The notion of montage may shed some light on the mysterious relationship between the artist and his/her sketchbook. The image of rough sketching brings to mind pages of messy notes, records without any hierarchy, casual entries of fleeting thoughts. A thought is not crossed out, it gets connected with the next one. Anything can be seen from different angles, various points of view. A thought is like a fly circling at a lamp—its erratic trajectory ensures a proximity to the object.
Less than 500 years ago Copernicus and Galileo „removed” Earth from the center of the universe. This has had enormous consequences for all scientific disciplines, as well as contributed to the eventual breaking of the pact between philosophy and cosmology. Interestingly, this turn hasn’t had a significant impact on the everyday human experience, neither in personal nor collective dimensions. It’s still the idea of man at the center of the universe. Even the postmodern doctrine (and its deconstructive mechanism) reveled in the subjectivity of people, almost refusing it to anything else. And this is where the visual essay of Kama Sokolnicka begins, including their own drawings, found objects, magnified prints and seven works from the collection of the National Ossolinski Institute.

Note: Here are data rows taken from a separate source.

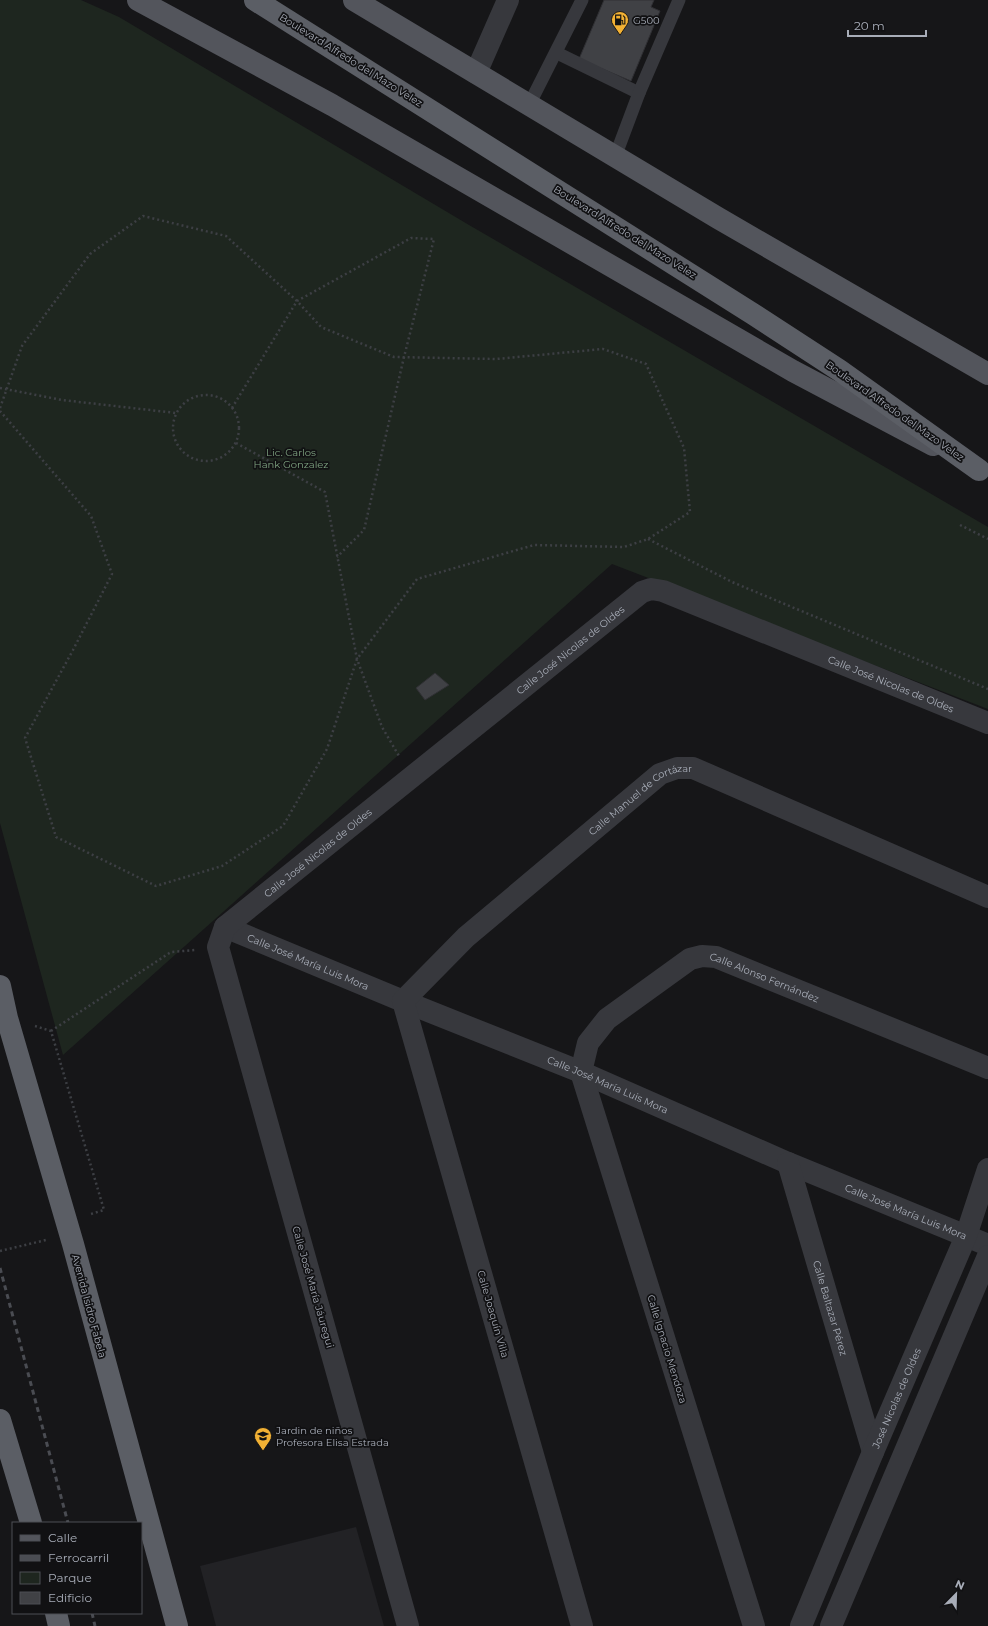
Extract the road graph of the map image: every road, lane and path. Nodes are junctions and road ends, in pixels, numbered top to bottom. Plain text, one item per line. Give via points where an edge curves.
1 (138, 0) edge
2 (255, 0) edge
3 (354, 0) edge
4 (508, 0) edge
5 (582, 0) edge
6 (679, 0) edge
7 (557, 53) junction
8 (476, 73) junction
9 (639, 93) junction
10 (529, 105) junction
11 (615, 157) junction
12 (297, 301) junction
13 (404, 357) junction
14 (988, 374) edge
15 (0, 388) edge
16 (7, 390) junction
17 (232, 408) junction
18 (0, 409) edge
19 (176, 414) junction
20 (236, 443) junction
21 (984, 473) edge
22 (960, 525) dead end
23 (648, 539) junction
24 (988, 539) edge
25 (337, 557) junction
26 (357, 659) junction
27 (988, 689) edge
28 (988, 723) edge
29 (411, 778) junction
30 (988, 897) edge
31 (225, 927) junction
32 (218, 947) junction
33 (0, 986) edge
34 (403, 1001) junction
35 (7, 1018) junction
36 (51, 1031) junction
37 (988, 1068) edge
38 (581, 1072) junction
39 (788, 1163) junction
40 (988, 1168) edge
41 (91, 1214) dead end
42 (966, 1236) junction
43 (988, 1245) edge
44 (988, 1256) edge
45 (0, 1420) edge
46 (873, 1452) junction
47 (30, 1522) edge
48 (56, 1614) edge
49 (59, 1626) edge
50 (177, 1626) edge
51 (408, 1626) edge
52 (582, 1626) edge
53 (754, 1626) edge
54 (801, 1626) edge
55 (831, 1626) edge

1 - 21 main road via 332,106 793,371
2 - 21 highway, Boulevard Alfredo del Mazo Velez via 703,281 839,370
3 - 8 main road
4 - 8 street
5 - 7 lane
6 - 9 lane
7 - 9 lane
7 - 10 lane
8 - 10 main road
9 - 11 lane
10 - 11 main road
11 - 14 main road
12 - 13 path via 321,327 394,357
12 - 13 path via 411,238 434,239
12 - 16 path via 226,236 143,216 90,254 22,346
12 - 17 path
13 - 23 path via 496,359 603,349 646,364 684,448 690,512
13 - 25 path via 364,530
15 - 16 path
16 - 18 path
16 - 19 path via 62,400
17 - 19 path via 222,400 209,396 196,397 184,403
17 - 20 path via 238,418 239,431
18 - 26 path via 91,516 112,574 25,738 56,837 156,886 222,866 283,826 327,749
19 - 20 path via 173,426 174,439 181,450 192,458 205,462 218,459 228,453
20 - 25 path via 325,492
22 - 24 path
23 - 26 path via 624,547 534,545 417,579
23 - 27 path via 732,582
25 - 26 path
26 - 29 path via 382,727
28 - 29 street, Calle José Nicolas de Oldes via 663,591 650,590 642,592
29 - 31 street, Calle José Nicolas de Oldes
30 - 34 street, Calle Manuel de Cortázar via 693,768 677,768 660,774 466,937
31 - 32 street
31 - 34 street, Calle José María Luis Mora
32 - 36 path via 171,952
32 - 51 street, Calle José María Jáuregui
33 - 35 highway, Avenida Isidro Fabela
34 - 38 street, Calle José María Luis Mora
34 - 52 street, Calle Joaquín Villa
35 - 36 path
35 - 50 highway, Avenida Isidro Fabela via 73,1244
36 - 41 path via 104,1210
37 - 38 street, Calle Alonso Fernández via 716,957 702,956 690,959 607,1019 588,1043
38 - 39 street, Calle José María Luis Mora
38 - 53 street, Calle Ignacio Mendoza
39 - 42 street, Calle José María Luis Mora
39 - 46 street, Calle Baltazar Pérez
40 - 42 street, José Nicolas de Oldes
42 - 43 street, Calle José María Luis Mora
42 - 46 street, José Nicolas de Oldes
44 - 55 street
45 - 47 highway
46 - 54 street, José Nicolas de Oldes
48 - 49 highway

Among them is Nicholas Copernicus book On the Revolutions of the Heavenly Spheres from 1543, Dante’s The Divine Comedy from 1481 or Selenografia sive lunae descriptio... by Jan Hevelius from 1647.
The concept of revolving is essential here. The artist, disappointed with the linear structure of knowledge, draws structures based on the equivalence of many elements where the sun and its symbolism of power are in the center. The sequences of thoughts are built step by step, intuitively combining facts that seemingly can’t be matched. Such assembly of the installation has, however, a critical potential. In search of arguments for a new subjectivity the artist introduces animals and slaves to the stage and confronts nature with culture anew.